* _Problem to work on_:
Below are some records; retype all of them exactly.

* _Stored data_:
Content starts
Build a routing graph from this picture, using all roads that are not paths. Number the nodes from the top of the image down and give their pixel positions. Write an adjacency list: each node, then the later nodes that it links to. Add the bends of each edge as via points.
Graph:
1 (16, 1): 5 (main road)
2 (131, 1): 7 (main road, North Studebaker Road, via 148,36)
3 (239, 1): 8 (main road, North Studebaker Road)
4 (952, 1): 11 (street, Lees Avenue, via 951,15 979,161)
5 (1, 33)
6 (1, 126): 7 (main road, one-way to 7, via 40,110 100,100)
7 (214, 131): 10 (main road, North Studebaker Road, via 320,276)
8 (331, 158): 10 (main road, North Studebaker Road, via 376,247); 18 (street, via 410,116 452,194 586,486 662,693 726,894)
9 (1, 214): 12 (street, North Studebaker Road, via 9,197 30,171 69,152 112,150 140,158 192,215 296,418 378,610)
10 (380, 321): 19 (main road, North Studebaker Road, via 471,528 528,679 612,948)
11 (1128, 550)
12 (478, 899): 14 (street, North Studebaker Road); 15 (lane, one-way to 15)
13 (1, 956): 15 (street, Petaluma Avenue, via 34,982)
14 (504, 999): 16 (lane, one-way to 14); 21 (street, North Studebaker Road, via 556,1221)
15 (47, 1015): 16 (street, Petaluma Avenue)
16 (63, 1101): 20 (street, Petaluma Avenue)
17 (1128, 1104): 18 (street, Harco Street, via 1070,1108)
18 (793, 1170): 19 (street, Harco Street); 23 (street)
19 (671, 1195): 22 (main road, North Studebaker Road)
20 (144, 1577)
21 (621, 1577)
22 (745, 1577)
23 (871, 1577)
Content ends
* _Answer to this task_:
Build a routing graph from this picture, using all roads that are not paths. Number the nodes from the top of the image down and give their pixel positions. Write an adjacency list: each node, then the later nodes that it links to. Add the bends of each edge as via points.
Graph:
1 (16, 1): 5 (main road)
2 (131, 1): 7 (main road, North Studebaker Road, via 148,36)
3 (239, 1): 8 (main road, North Studebaker Road)
4 (952, 1): 11 (street, Lees Avenue, via 951,15 979,161)
5 (1, 33)
6 (1, 126): 7 (main road, one-way to 7, via 40,110 100,100)
7 (214, 131): 10 (main road, North Studebaker Road, via 320,276)
8 (331, 158): 10 (main road, North Studebaker Road, via 376,247); 18 (street, via 410,116 452,194 586,486 662,693 726,894)
9 (1, 214): 12 (street, North Studebaker Road, via 9,197 30,171 69,152 112,150 140,158 192,215 296,418 378,610)
10 (380, 321): 19 (main road, North Studebaker Road, via 471,528 528,679 612,948)
11 (1128, 550)
12 (478, 899): 14 (street, North Studebaker Road); 15 (lane, one-way to 15)
13 (1, 956): 15 (street, Petaluma Avenue, via 34,982)
14 (504, 999): 16 (lane, one-way to 14); 21 (street, North Studebaker Road, via 556,1221)
15 (47, 1015): 16 (street, Petaluma Avenue)
16 (63, 1101): 20 (street, Petaluma Avenue)
17 (1128, 1104): 18 (street, Harco Street, via 1070,1108)
18 (793, 1170): 19 (street, Harco Street); 23 (street)
19 (671, 1195): 22 (main road, North Studebaker Road)
20 (144, 1577)
21 (621, 1577)
22 (745, 1577)
23 (871, 1577)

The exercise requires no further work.